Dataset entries
☆ ☆ ☆
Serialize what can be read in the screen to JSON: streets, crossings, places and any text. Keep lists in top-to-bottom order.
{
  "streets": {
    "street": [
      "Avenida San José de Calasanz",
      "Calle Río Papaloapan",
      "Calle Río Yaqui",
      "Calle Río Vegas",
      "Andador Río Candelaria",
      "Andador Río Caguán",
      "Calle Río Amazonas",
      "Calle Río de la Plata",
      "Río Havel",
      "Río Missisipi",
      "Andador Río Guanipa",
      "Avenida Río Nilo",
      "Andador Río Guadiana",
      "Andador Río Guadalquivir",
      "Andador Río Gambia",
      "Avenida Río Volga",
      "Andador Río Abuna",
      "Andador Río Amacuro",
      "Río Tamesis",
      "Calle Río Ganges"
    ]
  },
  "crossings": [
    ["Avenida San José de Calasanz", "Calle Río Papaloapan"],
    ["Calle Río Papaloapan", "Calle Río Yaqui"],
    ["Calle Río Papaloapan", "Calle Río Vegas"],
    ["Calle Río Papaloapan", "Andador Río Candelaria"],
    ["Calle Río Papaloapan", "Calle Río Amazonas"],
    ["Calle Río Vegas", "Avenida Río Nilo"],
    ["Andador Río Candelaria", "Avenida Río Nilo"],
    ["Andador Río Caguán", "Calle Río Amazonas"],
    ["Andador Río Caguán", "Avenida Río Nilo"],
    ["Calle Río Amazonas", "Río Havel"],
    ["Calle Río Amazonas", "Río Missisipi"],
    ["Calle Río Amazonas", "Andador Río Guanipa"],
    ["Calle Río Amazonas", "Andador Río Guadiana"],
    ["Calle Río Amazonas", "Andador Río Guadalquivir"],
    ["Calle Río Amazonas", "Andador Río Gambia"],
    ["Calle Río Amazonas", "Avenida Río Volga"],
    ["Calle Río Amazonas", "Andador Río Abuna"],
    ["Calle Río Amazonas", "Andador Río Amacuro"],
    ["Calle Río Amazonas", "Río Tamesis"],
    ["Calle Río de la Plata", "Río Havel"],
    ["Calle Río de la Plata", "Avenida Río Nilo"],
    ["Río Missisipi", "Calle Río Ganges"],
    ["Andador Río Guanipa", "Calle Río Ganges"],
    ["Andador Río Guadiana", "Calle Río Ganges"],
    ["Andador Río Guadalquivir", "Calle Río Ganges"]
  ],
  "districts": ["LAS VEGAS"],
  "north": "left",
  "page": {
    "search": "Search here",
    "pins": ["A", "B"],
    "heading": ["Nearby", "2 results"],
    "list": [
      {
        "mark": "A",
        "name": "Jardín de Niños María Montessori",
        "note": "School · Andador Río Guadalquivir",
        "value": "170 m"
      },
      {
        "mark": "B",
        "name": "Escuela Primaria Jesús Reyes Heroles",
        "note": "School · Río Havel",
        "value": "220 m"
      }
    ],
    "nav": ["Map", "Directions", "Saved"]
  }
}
☆ ☆ ☆
WHAT IS EXPECTED:
Search the records above for "Havel" and copy every line that has it.

TASK RESPONSE:
      "Río Havel",
    ["Calle Río Amazonas", "Río Havel"],
    ["Calle Río de la Plata", "Río Havel"],
        "note": "School · Río Havel",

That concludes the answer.